- Supplied material
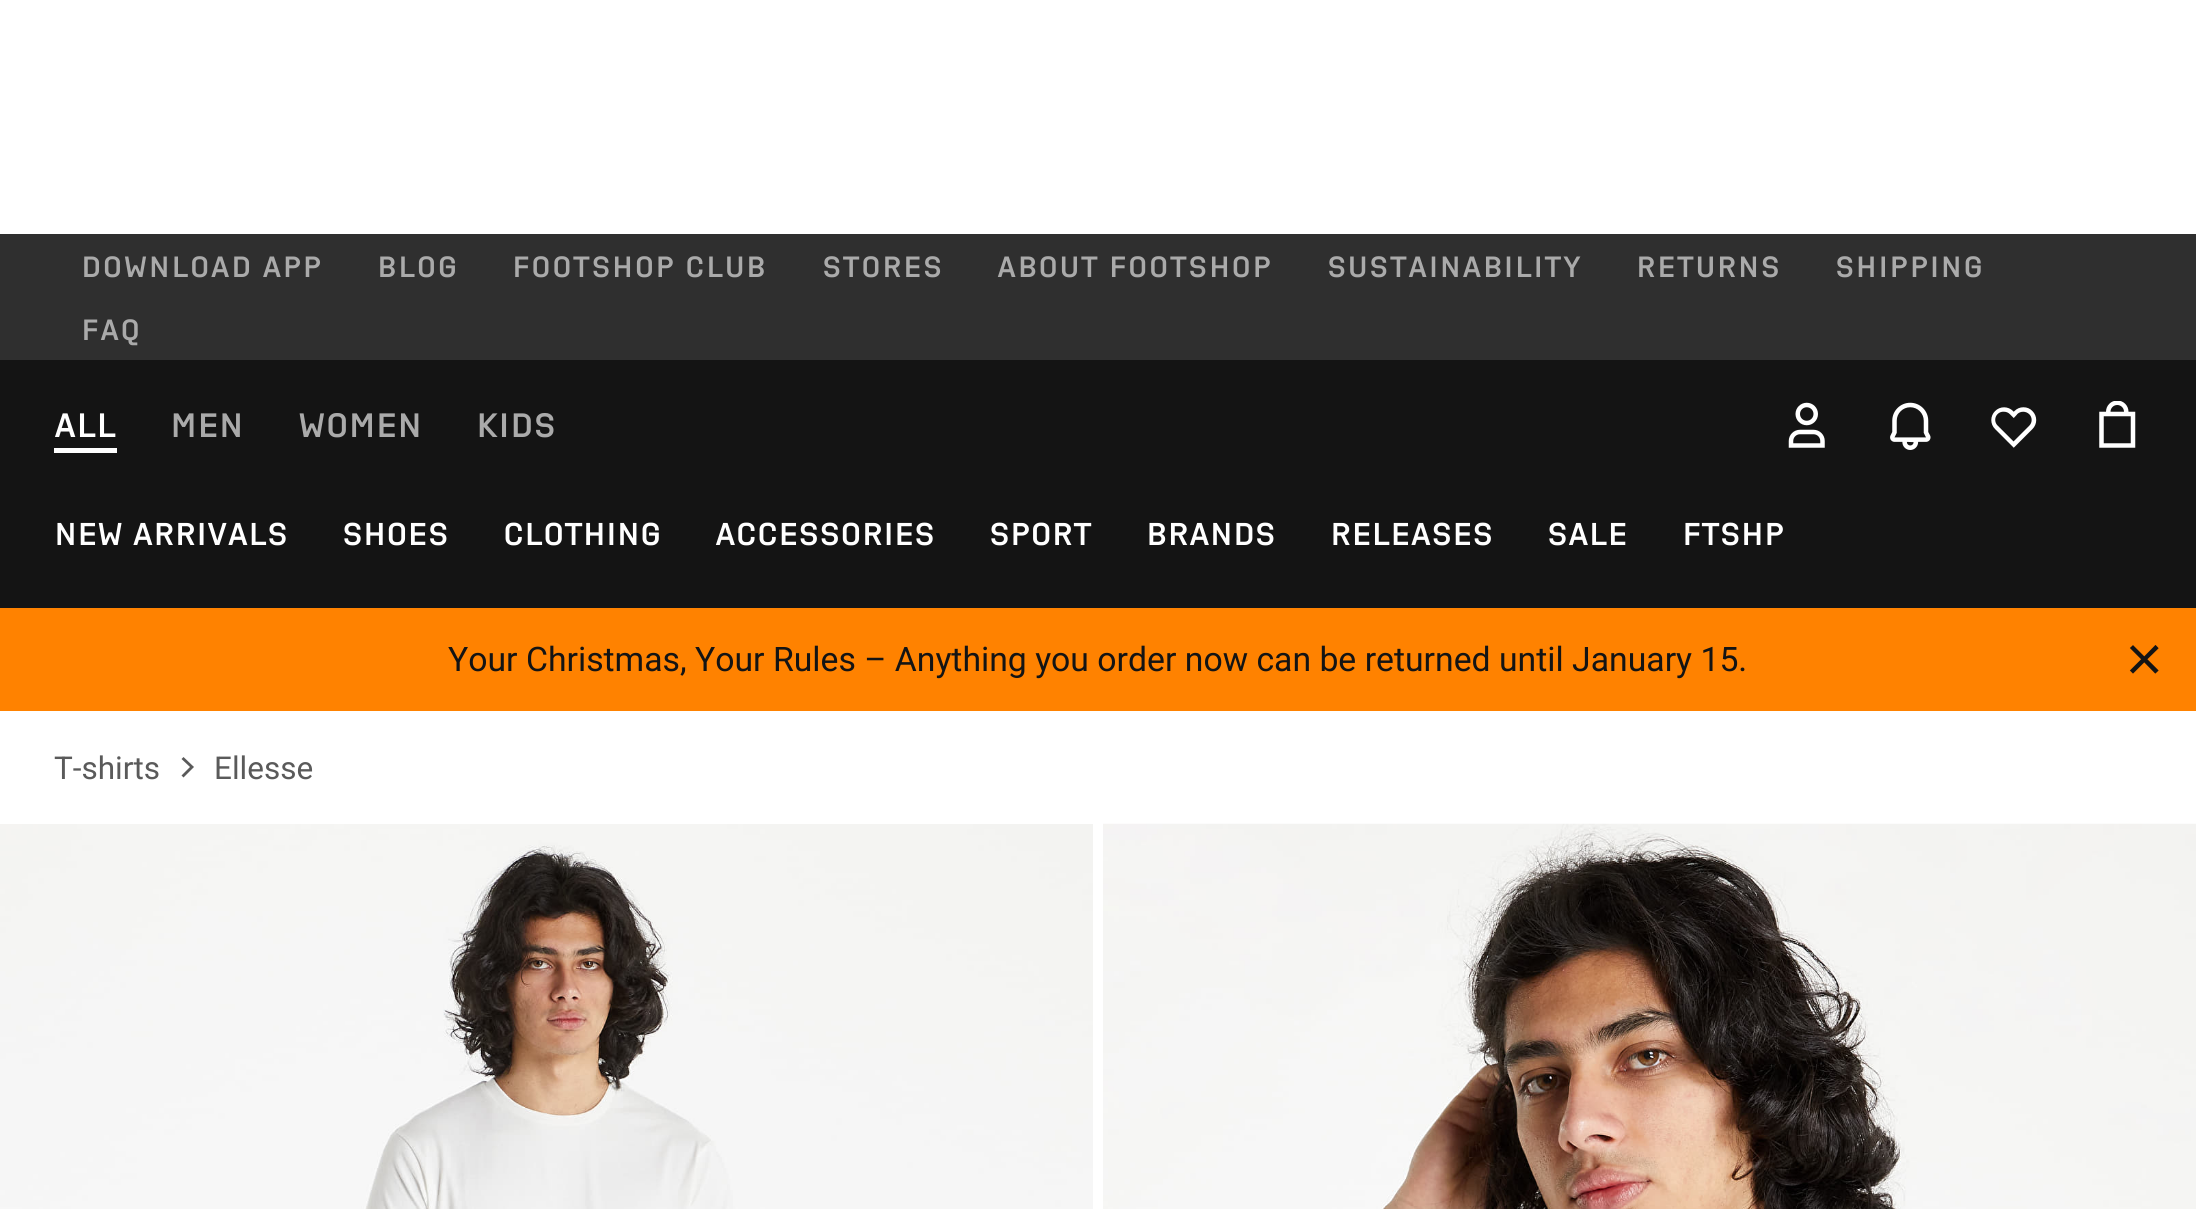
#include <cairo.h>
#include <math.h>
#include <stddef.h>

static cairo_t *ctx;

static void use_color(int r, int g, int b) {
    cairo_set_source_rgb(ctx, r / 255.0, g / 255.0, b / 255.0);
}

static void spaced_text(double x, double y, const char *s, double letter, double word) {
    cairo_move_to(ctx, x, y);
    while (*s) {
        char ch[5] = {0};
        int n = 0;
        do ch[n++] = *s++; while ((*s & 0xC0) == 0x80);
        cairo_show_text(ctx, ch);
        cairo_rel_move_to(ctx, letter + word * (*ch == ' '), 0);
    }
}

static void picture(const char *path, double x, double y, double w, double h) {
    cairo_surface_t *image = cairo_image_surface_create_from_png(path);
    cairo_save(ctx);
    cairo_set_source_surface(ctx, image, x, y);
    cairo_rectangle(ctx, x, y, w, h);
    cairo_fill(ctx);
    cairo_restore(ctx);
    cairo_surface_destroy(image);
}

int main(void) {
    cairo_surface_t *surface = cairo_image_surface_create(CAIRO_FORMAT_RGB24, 2196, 1209);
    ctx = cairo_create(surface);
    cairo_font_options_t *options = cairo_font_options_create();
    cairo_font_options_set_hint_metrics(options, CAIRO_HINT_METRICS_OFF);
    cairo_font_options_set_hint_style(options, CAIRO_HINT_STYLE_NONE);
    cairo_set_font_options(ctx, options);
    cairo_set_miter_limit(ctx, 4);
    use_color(255, 255, 255);
    cairo_paint(ctx);
    use_color(47, 47, 47);
    cairo_rectangle(ctx, 0, 234, 2196, 126);
    cairo_fill(ctx);
    cairo_select_font_face(ctx, "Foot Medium", CAIRO_FONT_SLANT_NORMAL, CAIRO_FONT_WEIGHT_NORMAL);
    cairo_set_font_size(ctx, 29.25);
    use_color(170, 170, 170);
    spaced_text(81, 277, "DOWNLOAD APP", 1.1, 0);
    spaced_text(377, 277, "BLOG", 1.1, 0);
    spaced_text(512, 277, "FOOTSHOP CLUB", 1.1, 0);
    spaced_text(822, 277, "STORES", 1.1, 0);
    spaced_text(997, 277, "ABOUT FOOTSHOP", 1.1, 0);
    spaced_text(1327, 277, "SUSTAINABILITY", 1.1, 0);
    spaced_text(1636, 277, "RETURNS", 1.1, 0);
    spaced_text(1835, 277, "SHIPPING", 1.1, 0);
    spaced_text(81, 340, "FAQ", 1.1, 0);
    use_color(20, 20, 20);
    cairo_rectangle(ctx, 0, 360, 2196, 248);
    cairo_fill(ctx);
    cairo_set_font_size(ctx, 33.75);
    use_color(255, 255, 255);
    cairo_move_to(ctx, 54, 437);
    cairo_show_text(ctx, "ALL");
    cairo_rectangle(ctx, 54, 448, 63, 5);
    cairo_fill(ctx);
    use_color(170, 170, 170);
    cairo_move_to(ctx, 170, 437);
    cairo_show_text(ctx, "MEN");
    cairo_move_to(ctx, 298, 437);
    cairo_show_text(ctx, "WOMEN");
    cairo_move_to(ctx, 476, 437);
    cairo_show_text(ctx, "KIDS");
    picture("img1.png", 1788, 402, 37, 46);
    picture("img2.png", 1890, 402, 41, 48);
    picture("img3.png", 1991, 407, 46, 41);
    picture("img4.png", 2099, 401, 37, 47);
    cairo_set_font_size(ctx, 31.5);
    use_color(255, 255, 255);
    cairo_move_to(ctx, 54, 545);
    cairo_show_text(ctx, "NEW ARRIVALS");
    cairo_move_to(ctx, 342, 545);
    cairo_show_text(ctx, "SHOES");
    cairo_move_to(ctx, 503, 545);
    cairo_show_text(ctx, "CLOTHING");
    cairo_move_to(ctx, 715, 545);
    cairo_show_text(ctx, "ACCESSORIES");
    cairo_move_to(ctx, 989, 545);
    cairo_show_text(ctx, "SPORT");
    cairo_move_to(ctx, 1146, 545);
    cairo_show_text(ctx, "BRANDS");
    cairo_move_to(ctx, 1330, 545);
    cairo_show_text(ctx, "RELEASES");
    cairo_move_to(ctx, 1547, 545);
    cairo_show_text(ctx, "SALE");
    cairo_move_to(ctx, 1682, 545);
    cairo_show_text(ctx, "FTSHP");
    use_color(255, 130, 0);
    cairo_rectangle(ctx, 0, 608, 2196, 103);
    cairo_fill(ctx);
    cairo_select_font_face(ctx, "Roboto", CAIRO_FONT_SLANT_NORMAL, CAIRO_FONT_WEIGHT_NORMAL);
    cairo_set_font_size(ctx, 33.75);
    use_color(20, 20, 20);
    cairo_move_to(ctx, 448, 671);
    cairo_show_text(ctx, "Your Christmas, Your Rules – Anything you order now can be returned until January 15.");
    picture("img5.png", 2129, 645, 30, 29);
    cairo_set_font_size(ctx, 31.5);
    use_color(90, 90, 90);
    cairo_move_to(ctx, 54, 779);
    cairo_show_text(ctx, "T-shirts");
    cairo_new_path(ctx);
    cairo_move_to(ctx, 183.5, 757);
    cairo_line_to(ctx, 181.5, 759);
    cairo_line_to(ctx, 190, 767);
    cairo_line_to(ctx, 181.5, 775.5);
    cairo_line_to(ctx, 183.5, 777.5);
    cairo_line_to(ctx, 194, 767);
    cairo_close_path(ctx);
    cairo_fill(ctx);
    cairo_move_to(ctx, 214, 779);
    cairo_show_text(ctx, "Ellesse");
    picture("img6.png", 0, 824, 1093, 385);
    picture("img7.png", 1103, 823, 1093, 386);
    cairo_surface_write_to_png(surface, "result.png");
    cairo_font_options_destroy(options);
    cairo_destroy(ctx);
    cairo_surface_destroy(surface);
    return 0;
}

- Exercise description
All that should be written out is the stretch of lines above between the one holding "static void spaced_text(double" and the one holding "cairo_image_surface_create(CAIRO_FORMAT_RGB24, 2196, 1209);", inclusive, exactly as given.

- Problem solution
static void spaced_text(double x, double y, const char *s, double letter, double word) {
    cairo_move_to(ctx, x, y);
    while (*s) {
        char ch[5] = {0};
        int n = 0;
        do ch[n++] = *s++; while ((*s & 0xC0) == 0x80);
        cairo_show_text(ctx, ch);
        cairo_rel_move_to(ctx, letter + word * (*ch == ' '), 0);
    }
}

static void picture(const char *path, double x, double y, double w, double h) {
    cairo_surface_t *image = cairo_image_surface_create_from_png(path);
    cairo_save(ctx);
    cairo_set_source_surface(ctx, image, x, y);
    cairo_rectangle(ctx, x, y, w, h);
    cairo_fill(ctx);
    cairo_restore(ctx);
    cairo_surface_destroy(image);
}

int main(void) {
    cairo_surface_t *surface = cairo_image_surface_create(CAIRO_FORMAT_RGB24, 2196, 1209);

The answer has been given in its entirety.